What the task asks =>
All that is wanted is the exact lines from the first line of the data below through the line with "position:absolute; left:10px; top:1087px;", both ends included, with pictures omitted.

Records from a data source
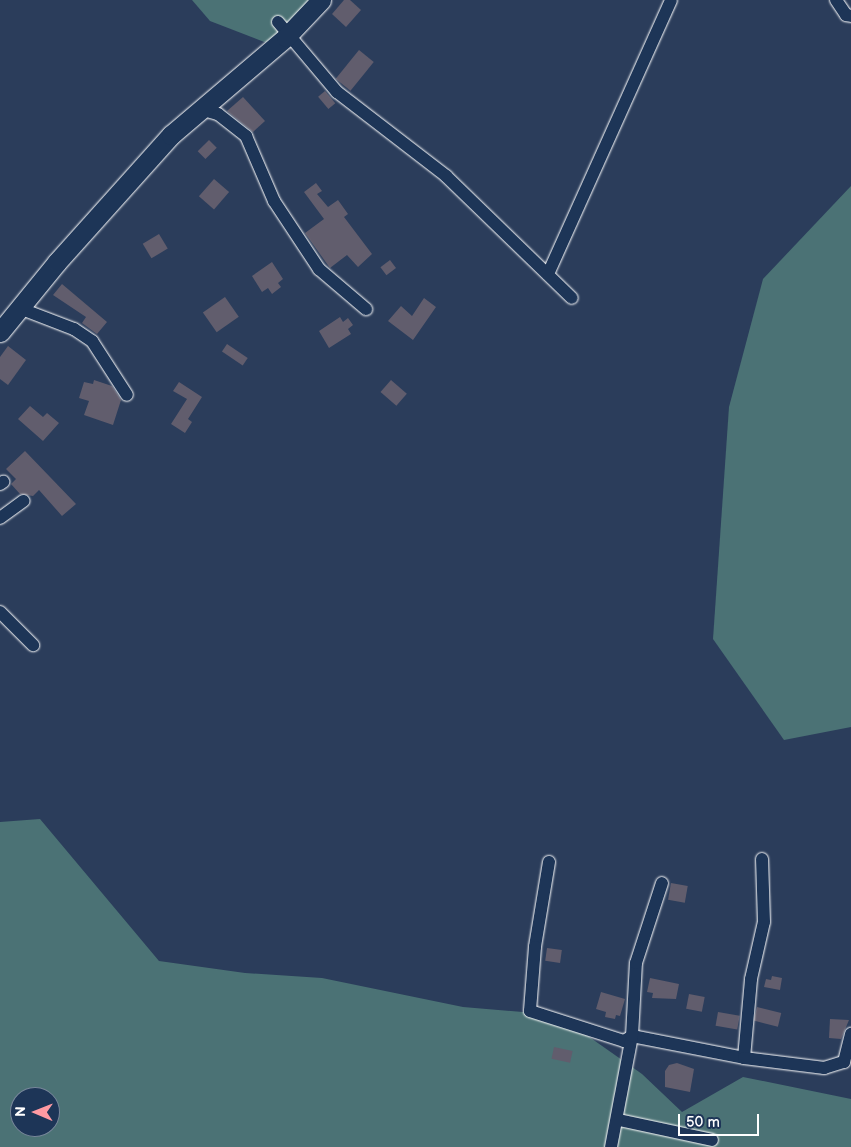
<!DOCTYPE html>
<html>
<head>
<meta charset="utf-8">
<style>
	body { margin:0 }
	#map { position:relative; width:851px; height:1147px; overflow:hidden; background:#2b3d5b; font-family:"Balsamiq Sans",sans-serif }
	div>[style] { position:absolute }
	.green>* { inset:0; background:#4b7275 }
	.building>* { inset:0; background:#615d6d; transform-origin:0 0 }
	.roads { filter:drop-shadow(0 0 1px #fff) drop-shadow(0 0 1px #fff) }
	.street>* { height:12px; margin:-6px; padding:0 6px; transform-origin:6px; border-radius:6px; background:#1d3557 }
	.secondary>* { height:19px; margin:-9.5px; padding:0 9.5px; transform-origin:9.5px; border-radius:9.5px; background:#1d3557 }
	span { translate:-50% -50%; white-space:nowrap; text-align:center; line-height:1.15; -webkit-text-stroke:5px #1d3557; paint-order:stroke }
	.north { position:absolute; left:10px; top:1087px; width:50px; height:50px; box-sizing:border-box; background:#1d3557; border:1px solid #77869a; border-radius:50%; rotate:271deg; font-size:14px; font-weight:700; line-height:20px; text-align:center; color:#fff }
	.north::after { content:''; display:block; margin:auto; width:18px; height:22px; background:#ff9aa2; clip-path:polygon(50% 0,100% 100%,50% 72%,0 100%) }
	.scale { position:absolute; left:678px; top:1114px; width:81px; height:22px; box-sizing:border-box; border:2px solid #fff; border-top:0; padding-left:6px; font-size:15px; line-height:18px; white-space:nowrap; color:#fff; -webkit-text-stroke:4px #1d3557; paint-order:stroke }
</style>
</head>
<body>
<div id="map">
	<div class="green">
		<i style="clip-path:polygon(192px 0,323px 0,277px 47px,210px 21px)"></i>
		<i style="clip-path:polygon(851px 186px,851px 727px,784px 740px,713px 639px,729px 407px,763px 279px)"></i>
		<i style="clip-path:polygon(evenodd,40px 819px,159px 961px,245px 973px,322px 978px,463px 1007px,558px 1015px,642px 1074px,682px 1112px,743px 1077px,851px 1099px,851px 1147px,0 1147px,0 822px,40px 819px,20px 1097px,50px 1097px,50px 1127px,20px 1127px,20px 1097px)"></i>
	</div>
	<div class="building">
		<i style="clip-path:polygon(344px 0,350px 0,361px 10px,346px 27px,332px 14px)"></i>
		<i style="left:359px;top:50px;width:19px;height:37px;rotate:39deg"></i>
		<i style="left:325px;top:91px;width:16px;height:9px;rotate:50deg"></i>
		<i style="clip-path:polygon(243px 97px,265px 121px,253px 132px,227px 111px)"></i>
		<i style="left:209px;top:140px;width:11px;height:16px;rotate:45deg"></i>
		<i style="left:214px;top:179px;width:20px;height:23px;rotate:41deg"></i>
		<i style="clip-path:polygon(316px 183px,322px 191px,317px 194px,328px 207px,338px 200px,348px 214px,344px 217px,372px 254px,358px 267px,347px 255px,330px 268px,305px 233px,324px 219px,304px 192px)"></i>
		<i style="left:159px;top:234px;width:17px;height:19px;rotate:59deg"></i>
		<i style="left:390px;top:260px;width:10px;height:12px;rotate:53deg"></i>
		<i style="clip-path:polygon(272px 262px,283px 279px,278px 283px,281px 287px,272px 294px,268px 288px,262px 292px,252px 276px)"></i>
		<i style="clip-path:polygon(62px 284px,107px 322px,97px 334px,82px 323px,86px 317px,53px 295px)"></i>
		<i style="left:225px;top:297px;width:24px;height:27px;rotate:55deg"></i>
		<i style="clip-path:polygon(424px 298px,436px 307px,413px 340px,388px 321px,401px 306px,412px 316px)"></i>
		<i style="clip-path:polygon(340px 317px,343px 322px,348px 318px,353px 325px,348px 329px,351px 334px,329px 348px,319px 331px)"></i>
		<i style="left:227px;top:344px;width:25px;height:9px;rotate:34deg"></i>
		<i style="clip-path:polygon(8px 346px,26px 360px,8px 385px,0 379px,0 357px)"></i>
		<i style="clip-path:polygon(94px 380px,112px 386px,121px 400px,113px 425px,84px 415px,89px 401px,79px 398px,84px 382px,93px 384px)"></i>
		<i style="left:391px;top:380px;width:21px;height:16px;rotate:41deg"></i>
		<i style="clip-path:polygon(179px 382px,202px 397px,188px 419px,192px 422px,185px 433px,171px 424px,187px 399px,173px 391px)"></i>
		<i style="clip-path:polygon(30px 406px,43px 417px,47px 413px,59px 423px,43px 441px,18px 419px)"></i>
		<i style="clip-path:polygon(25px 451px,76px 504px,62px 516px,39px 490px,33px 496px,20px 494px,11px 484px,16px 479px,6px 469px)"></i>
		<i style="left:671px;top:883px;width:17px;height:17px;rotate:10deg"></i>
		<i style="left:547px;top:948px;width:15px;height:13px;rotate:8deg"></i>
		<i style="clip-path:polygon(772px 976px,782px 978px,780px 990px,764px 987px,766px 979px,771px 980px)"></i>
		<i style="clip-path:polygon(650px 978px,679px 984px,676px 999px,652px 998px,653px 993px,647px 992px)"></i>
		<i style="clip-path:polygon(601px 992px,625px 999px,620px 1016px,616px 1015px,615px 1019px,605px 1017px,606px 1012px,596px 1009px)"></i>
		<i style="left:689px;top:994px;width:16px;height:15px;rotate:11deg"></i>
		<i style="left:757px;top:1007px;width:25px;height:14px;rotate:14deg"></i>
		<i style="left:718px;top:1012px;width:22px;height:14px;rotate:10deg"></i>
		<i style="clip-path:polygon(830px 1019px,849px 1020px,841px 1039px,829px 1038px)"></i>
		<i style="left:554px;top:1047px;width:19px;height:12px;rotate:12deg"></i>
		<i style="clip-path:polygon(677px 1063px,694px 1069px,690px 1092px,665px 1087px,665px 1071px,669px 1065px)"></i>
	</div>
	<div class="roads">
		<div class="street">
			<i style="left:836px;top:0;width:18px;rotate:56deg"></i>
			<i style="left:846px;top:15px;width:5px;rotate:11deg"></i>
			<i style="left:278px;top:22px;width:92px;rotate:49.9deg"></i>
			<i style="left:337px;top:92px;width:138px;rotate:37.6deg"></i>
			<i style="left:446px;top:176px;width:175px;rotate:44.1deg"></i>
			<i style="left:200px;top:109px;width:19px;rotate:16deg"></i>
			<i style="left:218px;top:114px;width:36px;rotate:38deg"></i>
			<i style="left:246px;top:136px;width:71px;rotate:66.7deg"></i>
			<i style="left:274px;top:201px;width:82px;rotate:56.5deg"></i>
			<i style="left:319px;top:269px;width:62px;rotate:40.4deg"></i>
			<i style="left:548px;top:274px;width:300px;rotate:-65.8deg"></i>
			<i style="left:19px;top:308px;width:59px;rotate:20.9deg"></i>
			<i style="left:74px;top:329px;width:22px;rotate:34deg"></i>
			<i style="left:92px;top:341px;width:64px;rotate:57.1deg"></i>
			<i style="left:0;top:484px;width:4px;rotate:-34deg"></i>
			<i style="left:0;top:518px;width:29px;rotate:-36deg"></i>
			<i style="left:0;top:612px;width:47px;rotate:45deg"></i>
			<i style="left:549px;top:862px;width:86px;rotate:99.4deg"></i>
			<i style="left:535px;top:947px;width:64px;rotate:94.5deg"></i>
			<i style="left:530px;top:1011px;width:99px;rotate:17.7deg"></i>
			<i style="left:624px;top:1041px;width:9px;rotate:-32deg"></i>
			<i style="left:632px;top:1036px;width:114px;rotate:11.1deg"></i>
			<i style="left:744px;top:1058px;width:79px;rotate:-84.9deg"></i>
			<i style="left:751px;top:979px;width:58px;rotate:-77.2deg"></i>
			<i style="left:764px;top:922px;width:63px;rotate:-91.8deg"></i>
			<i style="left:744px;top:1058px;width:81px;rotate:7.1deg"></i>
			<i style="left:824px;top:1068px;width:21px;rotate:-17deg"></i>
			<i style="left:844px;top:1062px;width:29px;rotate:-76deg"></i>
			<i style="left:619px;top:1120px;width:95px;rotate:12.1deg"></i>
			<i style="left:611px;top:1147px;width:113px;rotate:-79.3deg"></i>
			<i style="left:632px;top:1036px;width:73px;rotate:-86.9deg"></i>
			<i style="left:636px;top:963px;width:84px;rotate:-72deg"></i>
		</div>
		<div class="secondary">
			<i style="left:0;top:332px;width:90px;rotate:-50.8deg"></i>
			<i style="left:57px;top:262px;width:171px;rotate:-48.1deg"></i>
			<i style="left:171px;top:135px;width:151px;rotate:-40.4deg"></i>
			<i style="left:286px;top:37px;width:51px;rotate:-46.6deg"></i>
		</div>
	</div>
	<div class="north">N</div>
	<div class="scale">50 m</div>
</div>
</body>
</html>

Expected output =>
<!DOCTYPE html>
<html>
<head>
<meta charset="utf-8">
<style>
	body { margin:0 }
	#map { position:relative; width:851px; height:1147px; overflow:hidden; background:#2b3d5b; font-family:"Balsamiq Sans",sans-serif }
	div>[style] { position:absolute }
	.green>* { inset:0; background:#4b7275 }
	.building>* { inset:0; background:#615d6d; transform-origin:0 0 }
	.roads { filter:drop-shadow(0 0 1px #fff) drop-shadow(0 0 1px #fff) }
	.street>* { height:12px; margin:-6px; padding:0 6px; transform-origin:6px; border-radius:6px; background:#1d3557 }
	.secondary>* { height:19px; margin:-9.5px; padding:0 9.5px; transform-origin:9.5px; border-radius:9.5px; background:#1d3557 }
	span { translate:-50% -50%; white-space:nowrap; text-align:center; line-height:1.15; -webkit-text-stroke:5px #1d3557; paint-order:stroke }
	.north { position:absolute; left:10px; top:1087px; width:50px; height:50px; box-sizing:border-box; background:#1d3557; border:1px solid #77869a; border-radius:50%; rotate:271deg; font-size:14px; font-weight:700; line-height:20px; text-align:center; color:#fff }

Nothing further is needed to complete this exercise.